So here's a question Elsewhere asked last year: Whatever happened to the Rolling Stones' bassist Bill Wyman? He appears to have been written out of recent photos of the band in their various reissue projects . . . but let's ask another question.

Why doesn't his replacement Darryl Jones -- who has been an on-stage and in-studio Stone for 21 years -- yes twenty-one years -- not appear as an official Stone?

He's never on album covers or in promotional photos.

Yet when Mick Taylor replaced Brian Jones in '69 he was on covers, when Ronnie Wood replaced Taylor he was on covers straight away . . .

Ronnie became an Instant Stone (although on a salary for a very long time), but loyal bassist Darryl Jones has been there for more than two decades with them -- probably Another Salaried Stone -- and yet even on this collection of live concert tracks from '95 he isn't acknowledged.

And if you were ever going to invite him into being part of the band this issue of previously unreleased material from back then might be the perfect time: this was when Jones joined the band.

01_JONESThe Stones have been going through their archives for expansive reissues of important albums -- Some Girls, Exile, the live Ya-Yas and so on -- but this collection of songs recorded in smaller venues looks a litle like a stop-gap until the studio album of new material they are apparently working on.

Because the CD picks up many familiar songs (but also Not Fade Away, Dead Flowers, Faraway Eyes and I Go Wild) delivered in their stage language (big chords, short guitar solos which get the crowd baying as Keith steps forward) more interest alights on the 90 minute DVD.

Here we see them as a disciplined and focused band -- with the great keyboard player Chuck Leavell -- capable of working in a small studio yet still managing to get inside old blues (Love in Vain) and stuff from their distant back-catalogue.

"It's like being on some terrible Rolling Stones' game show," laughs Jagger, "where you have to perform ancient songs out of the book without referring back . . . [let's] see if I can do it without looking at the lyric sheet."

And so they work through Spider and the Fly, from 30 years before, as an acoustic blues: "I found it a bit of an effort, it really takes me back to a different period," says Jagger.

But they connect with the alt.country spirit of Wild Horses.
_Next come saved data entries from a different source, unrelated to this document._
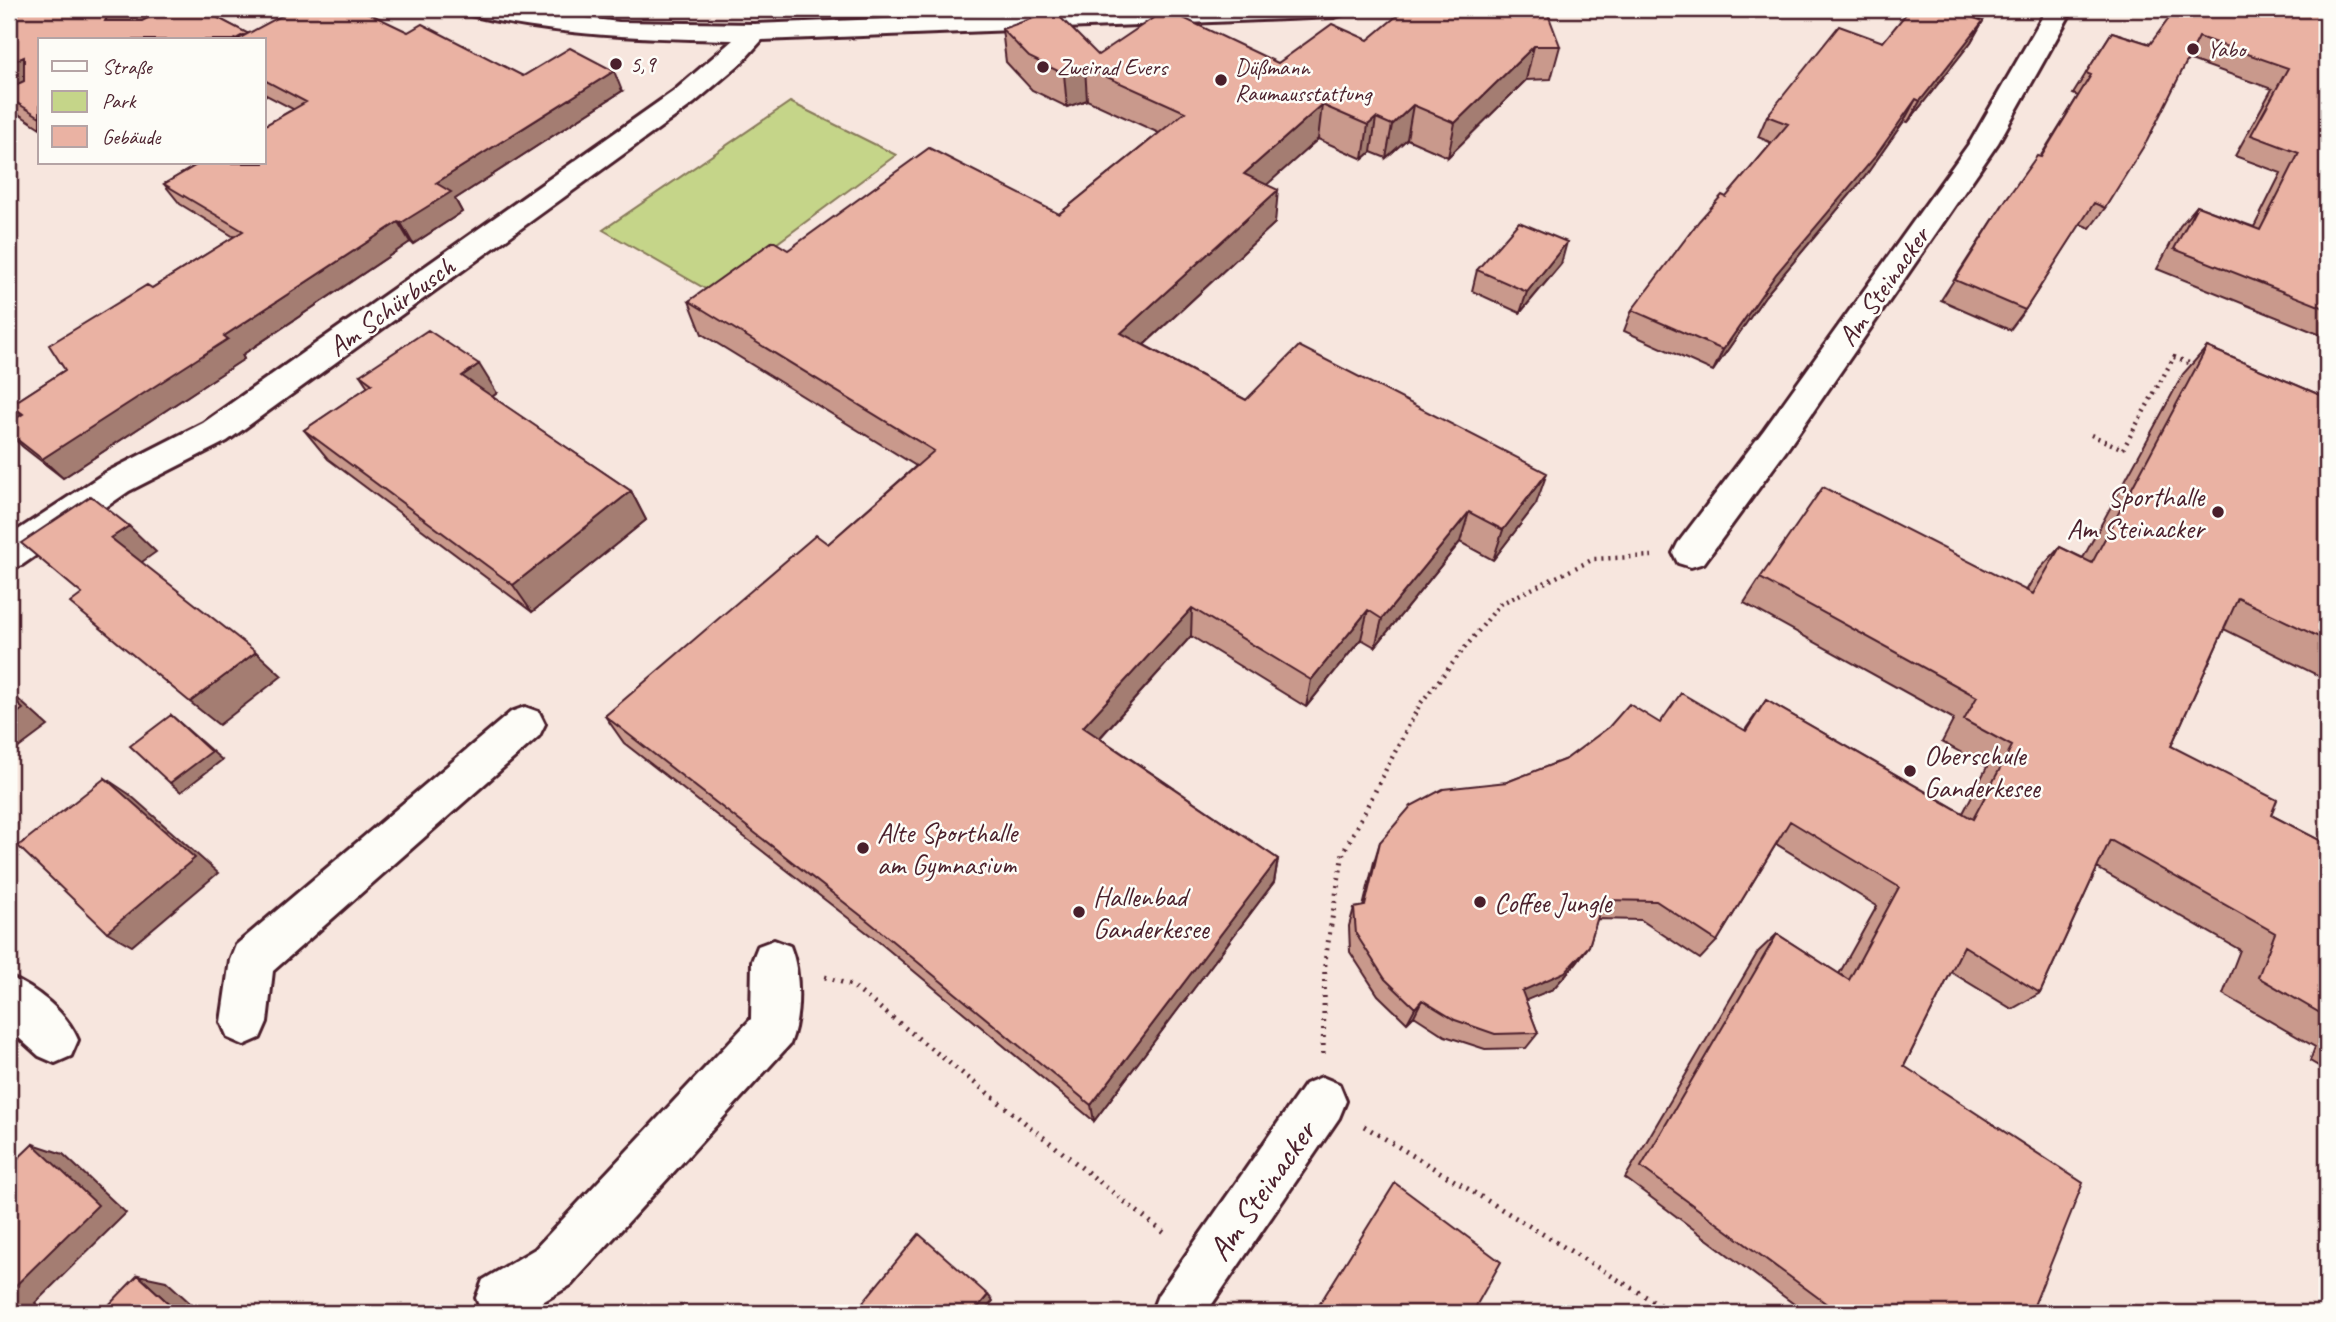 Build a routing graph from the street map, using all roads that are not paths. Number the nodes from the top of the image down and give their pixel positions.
1 (475, 9) edge
2 (1335, 9) edge
3 (2060, 9) edge
4 (754, 32) junction
5 (1691, 554) road end
6 (9, 555) edge
7 (526, 724) dead end
8 (774, 961) road end
9 (9, 999) edge
10 (244, 1022) dead end
11 (55, 1040) dead end
12 (1322, 1101) road end
13 (501, 1298) dead end
14 (1176, 1313) edge

1 - 4 street
2 - 4 street
3 - 5 street, Am Steinacker
4 - 6 street, Am Schürbusch
7 - 10 street
8 - 13 street
9 - 11 street
12 - 14 street, Am Steinacker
There's nice footage of Keith and Ronnie enjoying a day on the canals of Amsterdam, waving at fans like they were old friends before playing the famous Paradiso. We eavesdrop on rehearsals (although the Stones are never unaware of cameras which have followed them all their lives) and then its footage of the small scale shows at the Paradiso, Olympia in Paris and the Brixton Academy . . . with fans and fellow travelers like Jack Nicholson on hand.

So loyalists get their reward with the film because although there is a plethora of Stones movies out there these days none are like this one.

In a nice touch, the film closes with a lengthy sax solo under the credits by the late Bobby Keys.

Roll on the new album . . . if only to see if Darryl makes it onto the cover.